Government as we know it is dysfunctional. That’s the baseline, and I’m sorry if that upsets you enough to stop reading, but that is, I believe, a fact. Government is dysfunctional because it pretends to be democratic without truly being democratic. I mean, don’t get me wrong, I don’t think there can be a true democracy anymore. There could be, and for a long time there still was true democracy in one of the cantons in Switzerland where they had a “Landsgemeinde”, something like an AGM for the whole canton where every man and woman would flock to and vote on issues by raising their hand; Democracy. But today’s society doesn’t want that. The people want to vote, yes, but after they’ve voted they wan someone else to get on with it. I don’t agree with that attitude, but it’s basically true.

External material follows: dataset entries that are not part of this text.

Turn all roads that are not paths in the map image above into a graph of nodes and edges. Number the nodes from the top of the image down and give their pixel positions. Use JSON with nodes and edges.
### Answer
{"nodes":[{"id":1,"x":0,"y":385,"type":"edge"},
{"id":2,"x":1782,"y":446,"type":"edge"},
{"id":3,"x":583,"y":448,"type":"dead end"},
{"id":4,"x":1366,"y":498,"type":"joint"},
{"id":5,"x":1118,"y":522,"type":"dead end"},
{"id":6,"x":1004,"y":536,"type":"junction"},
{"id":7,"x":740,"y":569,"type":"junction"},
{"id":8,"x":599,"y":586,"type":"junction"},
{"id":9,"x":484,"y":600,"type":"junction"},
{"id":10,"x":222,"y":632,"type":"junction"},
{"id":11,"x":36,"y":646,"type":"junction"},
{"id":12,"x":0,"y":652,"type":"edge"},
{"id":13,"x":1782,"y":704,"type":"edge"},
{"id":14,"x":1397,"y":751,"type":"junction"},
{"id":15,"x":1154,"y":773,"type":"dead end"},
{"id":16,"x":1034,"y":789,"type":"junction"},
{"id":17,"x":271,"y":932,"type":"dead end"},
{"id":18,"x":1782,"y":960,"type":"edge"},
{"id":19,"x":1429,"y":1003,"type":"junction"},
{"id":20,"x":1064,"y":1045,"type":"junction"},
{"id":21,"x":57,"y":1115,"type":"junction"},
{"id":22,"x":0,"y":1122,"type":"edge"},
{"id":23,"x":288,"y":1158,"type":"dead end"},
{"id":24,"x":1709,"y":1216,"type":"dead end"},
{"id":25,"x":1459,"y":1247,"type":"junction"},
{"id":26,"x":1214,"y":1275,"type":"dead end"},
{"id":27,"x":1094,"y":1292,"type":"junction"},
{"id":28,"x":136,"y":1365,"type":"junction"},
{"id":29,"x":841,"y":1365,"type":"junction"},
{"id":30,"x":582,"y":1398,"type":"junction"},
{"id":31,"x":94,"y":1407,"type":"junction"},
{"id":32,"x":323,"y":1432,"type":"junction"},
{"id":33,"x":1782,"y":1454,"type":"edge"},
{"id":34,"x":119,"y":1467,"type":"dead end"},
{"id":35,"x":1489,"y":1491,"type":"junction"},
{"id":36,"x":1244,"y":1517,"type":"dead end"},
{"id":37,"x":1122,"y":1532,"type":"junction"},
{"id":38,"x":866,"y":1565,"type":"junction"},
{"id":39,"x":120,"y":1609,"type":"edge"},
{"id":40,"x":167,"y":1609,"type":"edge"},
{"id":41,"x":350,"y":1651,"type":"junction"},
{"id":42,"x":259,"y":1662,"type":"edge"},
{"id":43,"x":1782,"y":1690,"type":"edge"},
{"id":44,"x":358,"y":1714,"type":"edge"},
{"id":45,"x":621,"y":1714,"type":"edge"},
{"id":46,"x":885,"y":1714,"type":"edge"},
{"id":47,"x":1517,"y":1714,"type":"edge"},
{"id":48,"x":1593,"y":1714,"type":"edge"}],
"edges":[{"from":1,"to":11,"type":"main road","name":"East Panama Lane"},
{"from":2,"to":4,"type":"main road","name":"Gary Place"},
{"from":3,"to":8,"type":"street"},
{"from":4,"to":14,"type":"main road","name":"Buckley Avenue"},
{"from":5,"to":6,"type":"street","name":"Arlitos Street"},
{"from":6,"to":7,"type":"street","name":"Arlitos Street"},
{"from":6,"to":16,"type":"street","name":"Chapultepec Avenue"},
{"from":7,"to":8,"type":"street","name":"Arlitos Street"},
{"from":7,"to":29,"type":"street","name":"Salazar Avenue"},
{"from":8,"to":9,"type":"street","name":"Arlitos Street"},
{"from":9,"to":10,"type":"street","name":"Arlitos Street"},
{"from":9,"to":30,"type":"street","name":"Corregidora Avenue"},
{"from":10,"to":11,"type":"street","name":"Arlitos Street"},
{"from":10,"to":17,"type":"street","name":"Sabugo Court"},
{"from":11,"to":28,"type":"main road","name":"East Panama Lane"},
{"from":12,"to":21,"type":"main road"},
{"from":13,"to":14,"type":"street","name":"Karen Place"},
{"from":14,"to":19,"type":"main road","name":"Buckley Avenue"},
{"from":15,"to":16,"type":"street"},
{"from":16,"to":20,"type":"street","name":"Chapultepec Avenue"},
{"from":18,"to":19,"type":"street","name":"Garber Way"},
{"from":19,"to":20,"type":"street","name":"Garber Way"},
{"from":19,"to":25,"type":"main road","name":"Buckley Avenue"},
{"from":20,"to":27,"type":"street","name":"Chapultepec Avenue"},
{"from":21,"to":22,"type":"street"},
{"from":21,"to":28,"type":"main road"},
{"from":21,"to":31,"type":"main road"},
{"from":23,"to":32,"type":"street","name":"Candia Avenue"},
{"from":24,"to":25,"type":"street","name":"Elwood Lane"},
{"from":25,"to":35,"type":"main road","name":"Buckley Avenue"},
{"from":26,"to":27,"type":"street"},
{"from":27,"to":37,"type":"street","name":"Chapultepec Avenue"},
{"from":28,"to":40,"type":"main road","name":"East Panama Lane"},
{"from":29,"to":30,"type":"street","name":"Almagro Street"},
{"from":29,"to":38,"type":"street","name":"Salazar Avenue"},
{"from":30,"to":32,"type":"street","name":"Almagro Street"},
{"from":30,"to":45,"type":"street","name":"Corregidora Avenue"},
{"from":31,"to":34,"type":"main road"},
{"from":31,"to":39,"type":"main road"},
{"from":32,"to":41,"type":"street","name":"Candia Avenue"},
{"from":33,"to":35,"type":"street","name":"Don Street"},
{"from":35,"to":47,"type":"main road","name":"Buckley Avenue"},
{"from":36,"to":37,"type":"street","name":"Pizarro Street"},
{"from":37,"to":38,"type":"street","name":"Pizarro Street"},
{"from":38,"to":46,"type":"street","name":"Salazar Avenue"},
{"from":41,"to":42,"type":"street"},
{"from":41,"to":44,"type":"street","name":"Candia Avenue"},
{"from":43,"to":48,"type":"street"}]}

But I don’t think we necessarily need true democracy to have a functional government. What we do need is something that doesn’t turn into a Dictatorship the moment the elections are over. Let me elaborate: from the moment when one of our glorious parties gets elected and starts their term they rule and that’s it for the next five years. Whatever, No. 10 comes up with will have to be agreed by their peers because they’re in the same party. Oh yeah, there’s the houses of commons and lords respectively. But it seems to me they’re only there so they can adapt the Prime Minister’s Opinion and vote in favour of whatever he churns out.
“The Prime Minister’s been working hard to convince the members of parliament that the underlying policy change regarding tuition fees needs to be voted through”. That’s not how it should work! “Convincing representatives of the population” does not equal “representing the opinion of the population”! I mean, that’s why you have the houses of parliament. It’s representatives telling you what the opinions and views of the population they represent are and that means they can tell you to shove it if a particular policy draft does not express the views of the population. Which isn’t the same as: “this representative has just changed his opinion regarding the rise in tuition fees and therefore, so has the population he stands for”!

What I said to my friend Friday yesterday was that democratic government should be a system of peer review! We further our knowledge, our sciences through this system which, while not making it impossible to publish bad science and wrongful theory, at least has the benefit of being independent, unbiased, and above all critically thorough in that all publications need to undergo this procedure. In fact the only exception to this rule are the cosmetic sciences research studies but only because they wouldn’t make it through peer review.

I think this government is flawed in that it has become overprotective of its system. By system I mean, The country, the government, the economy, in fact everything except the people. This government is of the opinion that the people will benefit if the system is upheld. And so they preach to the masses to increase spending in order to feed the economy on the basis of what? That jobs will be preserved? That people have an income? Yeah, great, how much of a commercial company’s annual income is used up in employee’s wages? It’s a fraction! The rest feeds the corporate game of “eat or be eaten”. No, rather than to preach that we should spend, spend, spend and even take out a loan to spend even more, I think this government should realise that the system will recover ONLY if the people benefit. If I don’t know where my next pay check is coming from or when it’s going to come I’m certainly not in a spending mood, and that should be praised as a healthy attitude to money! Only if I save can I have money later on which I can then spend in order to feed the economy. Why would I want to feed the economy if I haven’t got enough money to feed myself? So why then, doesn’t the government preach a healthier spending attitude to its citizens? Because it benefits in turn if the people are in dept and that it the cruellest form of citizen-state dependency. If you keep the people poor to the extent that they owe money to the country (read: the system) they will produce a continuous cycle of spiralling dept and long term loan repayment and this, so the government thinks, will help the economy. But whether it also helps its citizens is highly doubtful. It’s as if the government seems to think that a richer population will be likely to jump ship and leave the country, thereby stopping their contribution to the national economy. Personally I don’t know why they’d want to do that? Maybe it’s because the government keeps screwing with them!